I wasn’t always the positive woman I am today. Though I’m still a flawed, heck of a mess that God is still working on, it took a twisted, life changing event for my spiritual eyes to be open and to become who I am today. I began seeing life from a different lens.
I grew up as a mischievous, free spirited and reckless little rebel that fell in love with exploring new things and drawn to the excitement of being a daredevil. After being exposed to molestation at 9 years of age by a close friend of the family, and the same year losing my father to a heroin overdose, I found myself carrying the weight of hurt and anger into my later years. As I grew older, I couldn’t control my anger and short temper and began fighting anyone I felt “offended me or crossed me the wrong way”. By the time I was 13, getting referrals, being suspended from school multiple times, drinking, smoking, breaking into homes and even disrespecting my mother and stepfather at home became the norm, and though I felt I wasn’t doing anything wrong and had everything under control, I found myself getting pregnant at the young age of 15. Now, I was a young mother who instead of tightening up, I dropped out of high school and moved to Orlando to “start over” and begin a new life with my lil son.

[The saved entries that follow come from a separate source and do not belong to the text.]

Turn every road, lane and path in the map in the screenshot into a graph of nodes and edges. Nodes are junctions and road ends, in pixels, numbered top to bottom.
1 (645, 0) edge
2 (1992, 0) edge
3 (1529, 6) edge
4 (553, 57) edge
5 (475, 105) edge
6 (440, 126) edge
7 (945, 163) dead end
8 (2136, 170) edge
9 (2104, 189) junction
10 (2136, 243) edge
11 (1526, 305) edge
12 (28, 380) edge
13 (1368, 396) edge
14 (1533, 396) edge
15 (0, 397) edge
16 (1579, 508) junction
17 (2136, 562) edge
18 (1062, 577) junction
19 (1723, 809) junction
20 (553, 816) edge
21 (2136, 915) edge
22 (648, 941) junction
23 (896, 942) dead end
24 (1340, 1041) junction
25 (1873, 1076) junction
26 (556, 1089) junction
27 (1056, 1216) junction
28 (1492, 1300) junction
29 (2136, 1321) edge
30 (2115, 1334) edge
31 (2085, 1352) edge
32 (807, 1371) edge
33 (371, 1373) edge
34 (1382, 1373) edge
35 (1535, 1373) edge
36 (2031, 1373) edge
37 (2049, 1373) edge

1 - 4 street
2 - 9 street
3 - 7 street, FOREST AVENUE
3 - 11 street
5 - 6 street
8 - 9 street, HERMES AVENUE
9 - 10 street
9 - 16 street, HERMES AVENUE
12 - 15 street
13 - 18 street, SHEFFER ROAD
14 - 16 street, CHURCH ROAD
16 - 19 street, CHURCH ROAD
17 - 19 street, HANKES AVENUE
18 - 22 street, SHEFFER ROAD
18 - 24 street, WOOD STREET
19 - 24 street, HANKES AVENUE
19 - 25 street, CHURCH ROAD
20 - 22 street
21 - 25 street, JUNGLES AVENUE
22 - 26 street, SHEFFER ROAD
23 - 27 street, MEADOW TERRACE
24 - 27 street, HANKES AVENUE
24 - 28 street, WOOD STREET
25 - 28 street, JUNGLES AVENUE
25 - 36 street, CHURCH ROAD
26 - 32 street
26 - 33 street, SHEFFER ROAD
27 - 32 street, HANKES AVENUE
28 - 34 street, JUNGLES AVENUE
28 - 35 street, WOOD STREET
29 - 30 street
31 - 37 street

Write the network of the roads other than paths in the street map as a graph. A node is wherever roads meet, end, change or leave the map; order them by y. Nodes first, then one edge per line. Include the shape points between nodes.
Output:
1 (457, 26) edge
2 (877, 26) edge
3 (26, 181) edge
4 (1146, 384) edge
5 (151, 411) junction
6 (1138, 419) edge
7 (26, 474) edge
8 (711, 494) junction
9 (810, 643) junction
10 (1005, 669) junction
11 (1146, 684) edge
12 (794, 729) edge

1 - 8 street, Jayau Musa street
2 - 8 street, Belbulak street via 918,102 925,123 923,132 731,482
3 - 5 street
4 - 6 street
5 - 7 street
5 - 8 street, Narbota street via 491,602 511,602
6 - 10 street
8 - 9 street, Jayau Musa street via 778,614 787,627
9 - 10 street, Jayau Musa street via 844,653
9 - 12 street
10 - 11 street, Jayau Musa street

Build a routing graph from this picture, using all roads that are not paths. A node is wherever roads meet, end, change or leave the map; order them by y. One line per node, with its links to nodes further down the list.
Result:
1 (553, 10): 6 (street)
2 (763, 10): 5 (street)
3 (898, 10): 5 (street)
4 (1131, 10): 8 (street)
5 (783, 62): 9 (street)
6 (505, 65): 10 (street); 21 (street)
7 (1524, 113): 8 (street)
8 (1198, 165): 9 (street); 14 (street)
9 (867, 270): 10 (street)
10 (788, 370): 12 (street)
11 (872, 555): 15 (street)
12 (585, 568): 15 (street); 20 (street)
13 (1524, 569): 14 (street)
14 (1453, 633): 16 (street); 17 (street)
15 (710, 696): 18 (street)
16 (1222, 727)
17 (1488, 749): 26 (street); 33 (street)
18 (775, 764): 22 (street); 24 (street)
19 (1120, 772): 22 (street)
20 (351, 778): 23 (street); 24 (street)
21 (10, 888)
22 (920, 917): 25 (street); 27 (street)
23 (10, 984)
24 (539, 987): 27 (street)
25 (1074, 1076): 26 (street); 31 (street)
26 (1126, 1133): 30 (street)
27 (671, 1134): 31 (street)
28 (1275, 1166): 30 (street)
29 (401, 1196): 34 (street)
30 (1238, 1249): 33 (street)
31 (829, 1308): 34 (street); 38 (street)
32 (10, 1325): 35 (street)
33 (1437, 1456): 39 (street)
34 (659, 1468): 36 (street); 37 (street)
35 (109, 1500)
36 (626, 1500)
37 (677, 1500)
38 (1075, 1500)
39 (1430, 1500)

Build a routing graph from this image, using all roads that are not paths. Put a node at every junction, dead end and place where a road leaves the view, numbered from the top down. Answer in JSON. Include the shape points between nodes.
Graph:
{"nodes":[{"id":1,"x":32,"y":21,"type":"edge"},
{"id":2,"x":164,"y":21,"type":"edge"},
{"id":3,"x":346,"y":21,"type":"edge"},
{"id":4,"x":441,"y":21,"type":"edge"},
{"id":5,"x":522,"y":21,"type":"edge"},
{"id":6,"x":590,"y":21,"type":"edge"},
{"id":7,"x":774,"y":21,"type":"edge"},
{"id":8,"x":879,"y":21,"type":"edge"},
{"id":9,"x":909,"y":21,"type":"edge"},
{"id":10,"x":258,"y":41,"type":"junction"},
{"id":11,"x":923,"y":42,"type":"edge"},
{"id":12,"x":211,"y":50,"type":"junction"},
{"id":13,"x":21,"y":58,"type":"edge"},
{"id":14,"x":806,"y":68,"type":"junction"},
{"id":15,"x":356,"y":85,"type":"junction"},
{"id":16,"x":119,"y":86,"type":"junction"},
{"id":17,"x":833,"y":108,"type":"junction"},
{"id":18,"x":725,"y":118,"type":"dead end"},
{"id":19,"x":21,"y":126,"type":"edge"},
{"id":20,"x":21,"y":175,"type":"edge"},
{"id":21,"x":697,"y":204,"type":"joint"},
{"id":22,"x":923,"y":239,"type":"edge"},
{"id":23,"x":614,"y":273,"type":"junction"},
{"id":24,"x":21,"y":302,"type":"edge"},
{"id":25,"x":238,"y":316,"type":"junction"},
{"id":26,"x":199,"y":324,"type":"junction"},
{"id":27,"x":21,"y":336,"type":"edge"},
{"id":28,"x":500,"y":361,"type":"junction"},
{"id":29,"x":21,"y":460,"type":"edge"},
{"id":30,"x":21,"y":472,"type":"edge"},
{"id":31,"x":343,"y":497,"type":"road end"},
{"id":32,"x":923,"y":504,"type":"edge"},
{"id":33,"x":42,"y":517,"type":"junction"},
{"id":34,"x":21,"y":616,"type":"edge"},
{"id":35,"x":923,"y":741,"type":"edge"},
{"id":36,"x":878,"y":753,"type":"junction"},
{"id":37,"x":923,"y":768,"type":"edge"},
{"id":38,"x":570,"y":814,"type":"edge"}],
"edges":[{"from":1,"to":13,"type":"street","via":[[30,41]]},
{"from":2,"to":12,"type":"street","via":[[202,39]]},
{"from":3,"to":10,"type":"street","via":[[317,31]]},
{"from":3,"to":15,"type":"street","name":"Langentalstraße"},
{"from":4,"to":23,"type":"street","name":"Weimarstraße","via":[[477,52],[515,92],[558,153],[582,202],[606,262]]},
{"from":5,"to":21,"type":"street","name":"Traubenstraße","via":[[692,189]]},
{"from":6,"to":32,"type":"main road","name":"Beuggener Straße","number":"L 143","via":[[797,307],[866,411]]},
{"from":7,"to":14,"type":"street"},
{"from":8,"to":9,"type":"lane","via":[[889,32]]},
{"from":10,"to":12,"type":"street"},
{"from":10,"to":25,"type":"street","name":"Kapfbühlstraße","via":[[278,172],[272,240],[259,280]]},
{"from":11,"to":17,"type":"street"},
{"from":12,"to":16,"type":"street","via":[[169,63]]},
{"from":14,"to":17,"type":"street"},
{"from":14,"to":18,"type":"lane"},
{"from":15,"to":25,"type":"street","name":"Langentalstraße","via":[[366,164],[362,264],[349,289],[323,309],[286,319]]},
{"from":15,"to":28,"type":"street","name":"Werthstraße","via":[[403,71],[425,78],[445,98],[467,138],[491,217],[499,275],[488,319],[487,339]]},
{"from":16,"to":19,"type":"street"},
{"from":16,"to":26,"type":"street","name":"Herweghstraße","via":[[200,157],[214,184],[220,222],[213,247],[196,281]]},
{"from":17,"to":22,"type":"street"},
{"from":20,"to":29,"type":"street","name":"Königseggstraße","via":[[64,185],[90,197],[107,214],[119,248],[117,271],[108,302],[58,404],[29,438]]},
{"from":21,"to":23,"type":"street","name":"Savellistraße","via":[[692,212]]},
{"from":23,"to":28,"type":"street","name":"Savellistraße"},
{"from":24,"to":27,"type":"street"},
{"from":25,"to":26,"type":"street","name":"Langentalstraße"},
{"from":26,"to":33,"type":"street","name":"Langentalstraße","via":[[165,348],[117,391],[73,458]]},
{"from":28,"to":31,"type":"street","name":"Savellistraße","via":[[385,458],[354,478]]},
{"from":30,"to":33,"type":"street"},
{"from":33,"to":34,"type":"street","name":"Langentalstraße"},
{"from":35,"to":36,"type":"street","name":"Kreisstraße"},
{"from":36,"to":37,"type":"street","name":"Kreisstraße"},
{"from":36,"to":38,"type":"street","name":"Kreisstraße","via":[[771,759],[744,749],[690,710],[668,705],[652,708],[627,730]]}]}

My rebellious behavior then began to only get worse as I fell into the same traps and began affiliating myself with a gang who I saw as my brothers and family. Little did I know that I would soon see the consequences of my actions to the point where my entire life would be changed forever,
After a few years, I ended up finding myself involved in a relationship with a man who was involved in the same lifestyle I was. I thought it was love and was naive at first to all things that toxic relationship brought. Even after the emotional and verbal abuse we both put each other through, it was him not accepting my young son and treating him unkindly for me to finally leave the relationship. I decided to leave my apartment, break my lease and move to the opposite side of town to avoid the mess. Unfortunately, that didn’t keep me away from the fatal attraction that had begun. After a few months of my now ex, stalking me at work and my family and friends’ homes, he couldn’t let what we once had go, even though we both were dating other people.
On the night of April 15th, 2007, he showed up at my job when I was leaving to head home with a few friends. He insisted I allowed him to take me home so we could talk. After I refused to get into the car, he then picked up a 9mm, pointed it at me through the passenger side window, and threatened that at the count of 3 if I didn’t get into the car, he would shoot me. Saying “no” and me preceding to walk away, he counted to 3 and shot me close range in the neck. The bullet, entering the left side of my neck and exiting the right, tore straight through muscle, shattering my bones. My body instantly hit the ground and he sped off leaving me lying on the ground, struggling for my life in a pool of blood. I couldn’t move and felt myself struggling to breath and my body shutting down. I then began praying to God to save my life…I knew I was dying.
That night, doctors had no hope for my family, telling them to prepare for the fact that I may not make it through the night. But God said otherwise! After surviving such trauma, they then had the report that, now having a spinal cord injury from the gunshot wound, I would be a quadriplegic, paralyzed from the neck down.
But God once again said otherwise! After about 4 months of being in the hospital and rehab, I regained mobility and feeling throughout my entire body! There was no explanation for my recovery other than a supernatural miracle.
I vowed to give my life to God for saving me, but shortly after coming home from the hospital I began to fall back into my old ways. I began being flooded with many negative thoughts and emotions. I contemplated suicide, angry at the fact that now, being a young mother, how was I to live with this painful and difficult injury and care for myself and my child? I became pregnant again, having a difficult pregnancy and delivery, and now was a disabled mother to a beautiful, healthy daughter (who doctors insisted I aborted).
Still, I turned into drugs and alcohol once again, just to “cope” and cover up the hurt I was allowing to control me. But the more I tried to push God away for allowing me to suffer such pain, he drew closer to me. He continued to bless my children and I, even after I spit in his face. I didn’t deserve his love and grace, yet he continued to give me the strength I needed to carry on in life and to forgive the man who tried to kill me. If I expected to be forgiven for all I had done, how could I not extend forgiveness and God’s love to him? After some years I surrendered, I became aware that I couldn’t do life alone. I was freed from all those dark, evil thoughts and temptations. God had filled my life with such peace, there’s no explaining how I can carry on with daily struggles without HIS power. HE had given me the ability to overcome hate, depression, anger and addiction.
I can never go back. I know no matter what we go through in life, we can’t fight it on our own. And no one can tell me otherwise! All Glory is to God. And I am forever grateful for my struggles because through them I have strength.